Toucher le RSA socle : 5 bonnes raisons de ne pas culpabiliser ni s’inquiéter pour le lendemain. Et de l’autre côté comprendre les inquiétudes de certains qui bénéficient du RSA.

Malheureux ou heureux ou RSA : pourquoi certains le vivent bien et d'autres dépriment?

Malheureux ou heureux ou RSA : pourquoi certains le vivent bien et d’autres dépriment?


Pour certains toucher le RSA socle (ex-RMI) c’est difficile, ils ne se sentent plus intégrés dans la société. Leur seule envie c’est retrouver un boulot coûte que coûte même si c’est un job précaire (intérim, CDD, temps partiel, horaires décalés…). Pour d’autres toucher le RSA chaque mois c’est LE bonheur ou presque, alors si vous le vivez mal essayez de voir le verre à moitié plein de ces personnes qui ne rougissent pas d’avoir le RSA.

Le revenu solidarité active est une allocation faisant partie des minima sociaux, en 2014 le montant pour une personne seule est fixée à 509,30 euros (hors allocation logement déduite).

Quelques réflexions pour ceux qui sont heureux en touchant le RSA et qui ne sont pas pressés de trouver un emploi :

1- On ne fait rien de mal en touchant le RSA, on répond à des annonces de Pole emploi ou de sites de recrutement mais on a pas de réponse ou les entretiens se révèlent négatifs.

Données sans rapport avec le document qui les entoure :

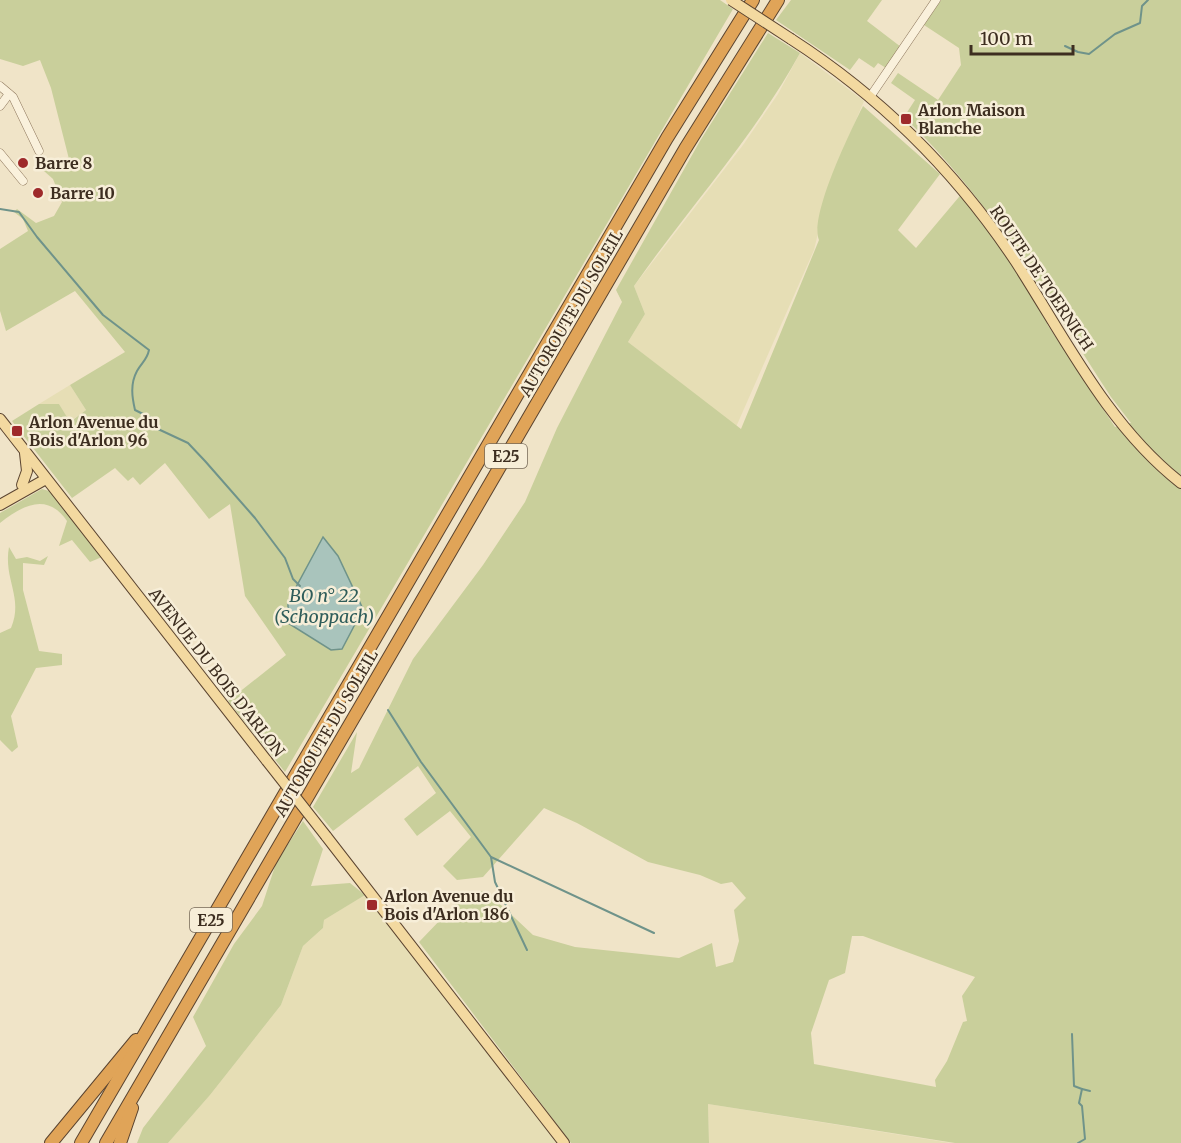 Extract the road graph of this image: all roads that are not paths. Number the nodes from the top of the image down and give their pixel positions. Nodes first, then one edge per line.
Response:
1 (731, 0) edge
2 (753, 0) edge
3 (778, 0) edge
4 (936, 0) edge
5 (0, 86) edge
6 (9, 94) junction
7 (870, 97) junction
8 (0, 106) edge
9 (39, 152) dead end
10 (0, 153) edge
11 (23, 181) dead end
12 (0, 419) edge
13 (24, 450) junction
14 (44, 476) junction
15 (1181, 483) edge
16 (22, 485) junction
17 (5, 501) edge
18 (149, 1026) junction
19 (137, 1090) junction
20 (51, 1143) edge
21 (81, 1143) edge
22 (106, 1143) edge
23 (120, 1143) edge
24 (564, 1143) edge

1 - 7 main road, ROUTE DE TOERNICH, bridge
2 - 18 highway, AUTOROUTE DU SOLEIL / E25
3 - 19 highway, AUTOROUTE DU SOLEIL / E25
4 - 7 street
5 - 6 street
6 - 8 street
6 - 9 street
7 - 15 main road, ROUTE DE TOERNICH
10 - 11 street
12 - 13 main road, AVENUE DU BOIS D'ARLON
13 - 14 main road, AVENUE DU BOIS D'ARLON
13 - 16 main road
14 - 16 main road
14 - 17 main road
14 - 24 main road, AVENUE DU BOIS D'ARLON, bridge
16 - 17 main road
18 - 20 highway
18 - 21 highway, AUTOROUTE DU SOLEIL / E25
19 - 22 highway, AUTOROUTE DU SOLEIL / E25
19 - 23 highway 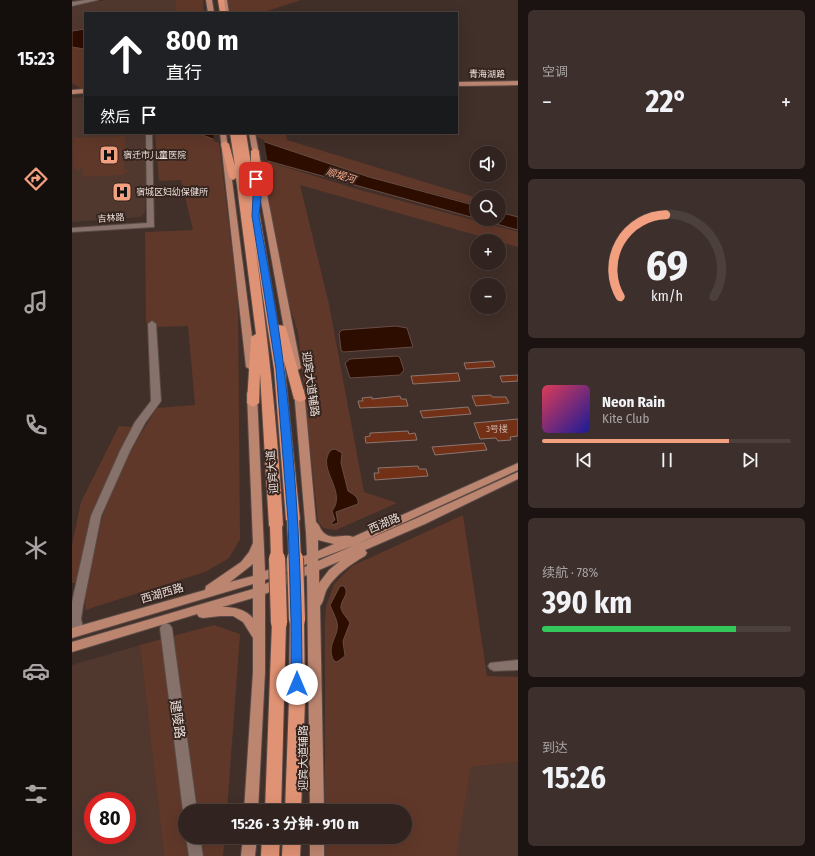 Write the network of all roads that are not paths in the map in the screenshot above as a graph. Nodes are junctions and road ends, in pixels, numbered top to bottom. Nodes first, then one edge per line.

On en trouve pas tout simplement, d’autres ont de meilleurs profils et vu le taux de chômage en France, il y a de la compétition.

2- On est pas mal dans ma situation de chômeur au RSA : le travail c’est pas sa vie. Alors pendant cette période de pause, on croque la vie à pleines dents même si mon budget est serré. A nous les séries TV à gogo, les soirées entre amis, la lecture avec l’accès la bibliothèque municipale etc…

3- C’est pas de sa faute si on trouve pas de boulot car on fait tout pour que ça marche. On surveille les offres d’emplois, on répond quand le profil correspond mais voilà rien n’y fait. Et comme on est pas malheureux on ne fait pas plus d’effort que ça. Est-on un assisté pour autant? Pas vraiment car on se dit qu’on a cotisé plein d’euros quand on était salarié donc désormais on profite un peu à son tour du système.

4- On se dit qu’accepter un boulot précaire à temps partiel qui ne nous correspond pas …être travailleur pauvre ne rend pas heureux. Alors travailler c’est bien mais quand on fait ce qu’on souhaite ou qu’on aime. Travailler pour survivre alors qu’on peut avoir le RSA quasi au même montant, on se dit qu’on préfère le RSA qu’un salaire mini.

5- L’argent ne fait pas le bonheur mais une vie simple avec peu de revenu (RSA) permet de plus se recentrer sur l’essentiel : sa famille, ses enfants… et d’être moins dans la société de consommation mais faire du vélo, courir…

Les contre-arguments, pourquoi vivre au RSA, au chômage c’est difficile au quotidien :

Chacun vit différemment une situation de chômage : Etre au RSA c’est aussi ne pas savoir de quoi est fait demain, pas de projet futur… et de ce fait très vite on peut déprimer.
Joindre les deux bouts sera a fortiori plus complexe pour une personne seule que pour un couple parents de 2 enfants. Dans ce cas, la famille pourra bénéficier d’un RSA socle de plus de 1000 euros. Si la problématique du logement est alors écartée, il faut reconnaître que ce montant ne permet pas de subvenir aux besoins d’une famille de 4 personnes. Souvent les personnes au RSA en situation précaire, n’hésitent pas à faire appel au système D : les promotions pour l’alimentation, les achats d’occasion, un budget très serré pour faire les courses…parfois même elles font appel aux associations comme Emmaüs, Les Restos du coeur…(voir l’arrivée de la prime exceptionnelle de noël 2014)

Il faut surtout garder espoir et ne pas hésiter si vous êtes une personne motivée et active à reprendre un petit boulot juste pour vous ré-insérer dans le marché du travail. Ça change pas grand chose pour le porte-monnaie mais pour le moral ça peut tout changer. Avoir des collègues, reprendre un rythme de travail… peut vous permettre de vous retrouver dans une autre dynamique et trouver un emploi plus facilement.